The Evening Leader
Republican Senate candidates promote ‘replacement’ theory
NEW YORK (AP) — A half-dozen mainstream Republican Senate candidates are drawing on the “great replacement” conspiracy theory once confined to the far-right fringes of U.S. politics to court voters this campaign season, promoting the baseless notion that there is a plot to diminish the influence of white people in America.
In some cases, the comments have gone largely overlooked given the hard-line immigration rhetoric that has become commonplace among conservatives during the Trump era. But a weekend mass shooting in Buffalo, New York, that may have been inspired by the racist theory is drawing new attention to the GOP’s growing embrace of white nationalist creed.
Three weeks ago in Arizona, Republican Senate candidate Blake Masters accused Democrats of trying to flood the nation with millions of immigrants “to change the demographics of our country.” A few days later in Missouri, Senate hopeful Eric Schmitt, the state attorney general, said Democrats were “fundamentally trying to change this country through illegal immigration.” And in Ohio, Republican Senate nominee JD Vance accused Democrats of trying to “transform the electorate.”
Warning of an immigrant “invasion,” Vance told Fox News Channel that Democrats “have decided that they can’t win reelection in 2022 unless they bring a large number of new voters to replace the voters that are already here.”
Five experts on hate speech who reviewed the Republican candidates’ comments confirmed that they promote the baseless racist theory, even though the Republicans don’t mention race directly.
“Comments like these demonstrate two essential features of great replacement conspiracy theory.

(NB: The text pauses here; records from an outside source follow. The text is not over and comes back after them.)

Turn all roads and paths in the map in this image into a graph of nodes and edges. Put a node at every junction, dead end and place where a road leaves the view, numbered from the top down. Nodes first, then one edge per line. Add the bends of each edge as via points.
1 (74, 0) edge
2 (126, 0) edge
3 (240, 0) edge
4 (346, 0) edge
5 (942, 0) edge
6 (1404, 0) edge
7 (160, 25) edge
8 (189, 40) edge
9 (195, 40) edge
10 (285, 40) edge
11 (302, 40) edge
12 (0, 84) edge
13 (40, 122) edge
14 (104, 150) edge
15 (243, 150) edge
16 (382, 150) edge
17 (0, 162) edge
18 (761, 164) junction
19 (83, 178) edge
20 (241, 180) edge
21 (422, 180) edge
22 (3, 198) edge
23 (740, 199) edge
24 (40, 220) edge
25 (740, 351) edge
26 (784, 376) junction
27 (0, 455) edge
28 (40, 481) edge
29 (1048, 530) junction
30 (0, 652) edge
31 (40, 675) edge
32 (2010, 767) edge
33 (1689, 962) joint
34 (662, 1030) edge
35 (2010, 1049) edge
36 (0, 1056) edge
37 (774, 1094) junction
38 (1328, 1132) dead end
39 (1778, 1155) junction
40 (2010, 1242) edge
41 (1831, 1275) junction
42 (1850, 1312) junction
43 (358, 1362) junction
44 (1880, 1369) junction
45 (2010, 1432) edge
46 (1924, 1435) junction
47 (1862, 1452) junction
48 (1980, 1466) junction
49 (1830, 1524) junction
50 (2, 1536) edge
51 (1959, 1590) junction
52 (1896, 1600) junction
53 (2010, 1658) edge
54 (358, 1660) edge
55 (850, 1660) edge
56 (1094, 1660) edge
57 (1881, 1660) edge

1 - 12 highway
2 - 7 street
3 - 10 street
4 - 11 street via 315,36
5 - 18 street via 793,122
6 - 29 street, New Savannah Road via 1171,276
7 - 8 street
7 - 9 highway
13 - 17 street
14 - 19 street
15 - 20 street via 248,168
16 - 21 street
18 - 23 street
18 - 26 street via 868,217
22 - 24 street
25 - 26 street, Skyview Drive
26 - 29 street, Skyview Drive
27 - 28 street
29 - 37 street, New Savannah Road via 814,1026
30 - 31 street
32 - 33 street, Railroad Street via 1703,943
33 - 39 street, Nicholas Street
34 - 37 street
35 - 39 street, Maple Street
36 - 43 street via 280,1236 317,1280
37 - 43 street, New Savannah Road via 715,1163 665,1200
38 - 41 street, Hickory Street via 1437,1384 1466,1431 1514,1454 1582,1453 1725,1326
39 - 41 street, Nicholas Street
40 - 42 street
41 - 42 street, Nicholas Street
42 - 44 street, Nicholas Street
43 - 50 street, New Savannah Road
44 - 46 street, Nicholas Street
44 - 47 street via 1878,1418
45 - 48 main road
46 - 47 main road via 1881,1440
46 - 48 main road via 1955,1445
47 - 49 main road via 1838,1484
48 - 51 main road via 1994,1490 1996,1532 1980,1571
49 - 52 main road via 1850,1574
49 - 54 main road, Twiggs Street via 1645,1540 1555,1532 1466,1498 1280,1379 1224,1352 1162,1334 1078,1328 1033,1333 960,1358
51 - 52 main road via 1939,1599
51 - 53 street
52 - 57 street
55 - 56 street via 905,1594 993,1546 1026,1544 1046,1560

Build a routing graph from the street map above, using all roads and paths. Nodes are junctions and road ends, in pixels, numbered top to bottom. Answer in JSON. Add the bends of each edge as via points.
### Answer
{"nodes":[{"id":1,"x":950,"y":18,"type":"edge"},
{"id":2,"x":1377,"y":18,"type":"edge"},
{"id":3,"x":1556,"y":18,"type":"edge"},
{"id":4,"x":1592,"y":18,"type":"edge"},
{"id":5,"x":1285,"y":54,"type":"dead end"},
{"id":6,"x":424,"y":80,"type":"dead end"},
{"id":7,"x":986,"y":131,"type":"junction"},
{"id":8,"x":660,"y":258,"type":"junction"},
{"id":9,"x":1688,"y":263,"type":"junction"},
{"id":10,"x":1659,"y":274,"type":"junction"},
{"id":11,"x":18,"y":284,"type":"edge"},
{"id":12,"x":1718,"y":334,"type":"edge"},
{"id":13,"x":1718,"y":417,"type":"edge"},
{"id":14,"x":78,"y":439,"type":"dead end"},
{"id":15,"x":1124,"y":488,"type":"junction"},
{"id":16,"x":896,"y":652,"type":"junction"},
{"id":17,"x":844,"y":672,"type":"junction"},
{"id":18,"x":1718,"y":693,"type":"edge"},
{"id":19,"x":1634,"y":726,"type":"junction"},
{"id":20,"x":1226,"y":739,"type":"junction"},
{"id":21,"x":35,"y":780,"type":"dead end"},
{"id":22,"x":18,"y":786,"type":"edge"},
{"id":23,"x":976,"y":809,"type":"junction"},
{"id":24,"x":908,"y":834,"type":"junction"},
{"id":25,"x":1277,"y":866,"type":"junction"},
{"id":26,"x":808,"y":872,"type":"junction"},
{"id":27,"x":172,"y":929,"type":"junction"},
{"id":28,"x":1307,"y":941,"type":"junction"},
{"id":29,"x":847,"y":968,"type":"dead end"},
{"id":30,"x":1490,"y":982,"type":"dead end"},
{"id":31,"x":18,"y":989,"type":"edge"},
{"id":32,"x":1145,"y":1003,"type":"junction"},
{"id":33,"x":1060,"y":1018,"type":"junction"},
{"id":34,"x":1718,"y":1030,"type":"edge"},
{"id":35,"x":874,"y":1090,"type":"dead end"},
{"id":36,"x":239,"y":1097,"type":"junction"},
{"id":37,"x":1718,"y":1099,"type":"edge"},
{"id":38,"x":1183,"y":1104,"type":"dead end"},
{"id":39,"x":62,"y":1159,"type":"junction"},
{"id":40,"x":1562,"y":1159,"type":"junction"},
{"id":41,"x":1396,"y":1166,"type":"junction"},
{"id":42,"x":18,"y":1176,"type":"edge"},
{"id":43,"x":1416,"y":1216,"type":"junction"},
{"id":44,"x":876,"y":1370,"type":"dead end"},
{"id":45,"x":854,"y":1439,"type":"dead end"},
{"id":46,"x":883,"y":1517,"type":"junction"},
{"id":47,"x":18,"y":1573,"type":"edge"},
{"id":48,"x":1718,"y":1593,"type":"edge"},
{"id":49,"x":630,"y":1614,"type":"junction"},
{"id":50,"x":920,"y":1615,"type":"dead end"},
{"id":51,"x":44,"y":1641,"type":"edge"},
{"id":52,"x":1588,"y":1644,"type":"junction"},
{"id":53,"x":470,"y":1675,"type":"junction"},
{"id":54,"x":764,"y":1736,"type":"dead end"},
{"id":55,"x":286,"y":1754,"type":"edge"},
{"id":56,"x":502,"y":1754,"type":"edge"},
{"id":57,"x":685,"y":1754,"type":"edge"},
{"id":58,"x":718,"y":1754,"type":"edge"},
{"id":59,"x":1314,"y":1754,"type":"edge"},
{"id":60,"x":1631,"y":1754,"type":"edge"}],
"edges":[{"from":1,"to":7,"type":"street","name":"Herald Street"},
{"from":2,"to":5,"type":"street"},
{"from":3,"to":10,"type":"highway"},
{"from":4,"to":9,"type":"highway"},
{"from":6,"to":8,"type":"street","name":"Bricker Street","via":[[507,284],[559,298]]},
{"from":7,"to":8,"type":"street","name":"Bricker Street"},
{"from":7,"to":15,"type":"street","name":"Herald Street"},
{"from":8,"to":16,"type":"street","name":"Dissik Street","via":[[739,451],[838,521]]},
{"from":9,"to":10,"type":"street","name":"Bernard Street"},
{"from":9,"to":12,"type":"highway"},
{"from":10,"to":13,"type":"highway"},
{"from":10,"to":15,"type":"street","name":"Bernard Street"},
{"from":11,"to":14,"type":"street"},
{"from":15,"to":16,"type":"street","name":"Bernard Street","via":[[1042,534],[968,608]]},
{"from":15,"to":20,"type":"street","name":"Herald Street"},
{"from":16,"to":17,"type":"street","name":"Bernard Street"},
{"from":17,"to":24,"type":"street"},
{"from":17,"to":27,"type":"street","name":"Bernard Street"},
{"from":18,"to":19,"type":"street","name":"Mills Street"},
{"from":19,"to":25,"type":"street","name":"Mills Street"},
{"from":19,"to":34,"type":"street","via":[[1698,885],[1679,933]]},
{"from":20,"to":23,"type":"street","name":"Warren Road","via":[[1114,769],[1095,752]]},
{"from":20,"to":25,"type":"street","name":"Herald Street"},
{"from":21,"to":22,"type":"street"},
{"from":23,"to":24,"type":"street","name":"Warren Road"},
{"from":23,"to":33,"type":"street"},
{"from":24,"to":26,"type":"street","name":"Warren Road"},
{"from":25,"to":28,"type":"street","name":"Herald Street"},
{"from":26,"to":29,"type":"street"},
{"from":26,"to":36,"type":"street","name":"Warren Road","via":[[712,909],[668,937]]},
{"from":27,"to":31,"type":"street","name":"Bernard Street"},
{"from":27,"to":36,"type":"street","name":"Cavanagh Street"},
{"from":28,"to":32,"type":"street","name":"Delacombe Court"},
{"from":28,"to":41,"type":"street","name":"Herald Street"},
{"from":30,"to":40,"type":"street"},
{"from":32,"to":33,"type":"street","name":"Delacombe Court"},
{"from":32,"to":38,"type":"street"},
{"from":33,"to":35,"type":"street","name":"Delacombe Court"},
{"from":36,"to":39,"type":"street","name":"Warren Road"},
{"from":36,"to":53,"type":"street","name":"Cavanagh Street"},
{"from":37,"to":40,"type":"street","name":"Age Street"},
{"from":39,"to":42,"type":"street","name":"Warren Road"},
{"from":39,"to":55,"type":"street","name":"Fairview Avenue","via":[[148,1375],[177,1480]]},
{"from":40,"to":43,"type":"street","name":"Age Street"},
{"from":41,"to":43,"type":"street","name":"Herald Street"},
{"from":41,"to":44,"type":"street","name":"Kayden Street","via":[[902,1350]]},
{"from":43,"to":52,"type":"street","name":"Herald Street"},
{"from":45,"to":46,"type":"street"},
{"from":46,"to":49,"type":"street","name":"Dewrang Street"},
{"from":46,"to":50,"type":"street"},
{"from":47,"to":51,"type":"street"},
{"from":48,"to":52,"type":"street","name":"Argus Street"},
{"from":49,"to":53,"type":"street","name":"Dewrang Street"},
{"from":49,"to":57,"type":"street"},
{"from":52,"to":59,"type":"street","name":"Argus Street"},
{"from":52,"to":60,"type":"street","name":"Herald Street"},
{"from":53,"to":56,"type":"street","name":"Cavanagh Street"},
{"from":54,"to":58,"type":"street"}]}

They predict racial doomsday, saying that it is all part of an orchestrated master plan. It’s only the language that has been softened,” said American University professor Brian Hughes, associate director of the Polarization and Extremism Research and Innovation Lab. “The basic story they tell is the same one we see in white supremacist chats across the internet: An enemy is orchestrating doom for white Americans by plotting to fill the country with nonwhites.”
Indeed, a mainstream interpretation of replacement theory in the U.S. baselessly suggests Democrats are encouraging immigration from Latin America so more like-minded potential voters replace “traditional” Americans, says Mark Pitcavage, senior research fellow at the Anti-Defamation League Center on Extremism.
Shortly after taking office, Trump shared a social media post from someone with the username WhiteGenocideTM.
Replacement theory is being investigated as a motivating factor in the Buffalo supermarket shooting, which killed 10 Black people and left three other people injured.
President Joe Biden condemned replacement theory directly — and those who spread it, although he did not name names — after meeting with victims’ families Tuesday in Buffalo.
“Hate, that through the media, and politics, the internet, has radicalized angry, alienated, lost and isolated individuals into falsely believing that they will be replaced — that’s the word, ‘replaced’ — by the others, by people who don’t look like them,” Biden charged.
A day earlier, Senate Majority Leader Chuck Schumer, D-N.Y., was more specific in his criticism.
“Unfortunately, with each year, it seems harder and harder to ignore that the outcomes of replacement theory and other racially motivated views are increasingly coming out into the open and given purported legitimacy by some MAGA Republicans and cable news pundits,” Schumer said.
“It’s dangerous,” he added. “It’s poisoning minds.”
In interviews with conservative national television and radio over the last year, Wisconsin Sen. Ron Johnson has called replacement theory “the Democrat grand plan.”
“I’ve got to believe they want to change the makeup of the electorate,” he told a Minneapolis-area conservative radio host last month.
The Johnson campaign did not respond to a request for comment.
In Ohio, Vance has already secured a place on the November ballot. He won Trump’s endorsement after embracing many of the former president’s hardline views, including those related to immigration.
Vance told Breitbart News last month that Democrats are trying to give 15 million immigrants in the country illegally the right to vote. “They are trying to transform the electorate of this country,” he said.
He made similar comments days later at a town hall in Portsmouth, Ohio.
The Vance campaign declined to comment.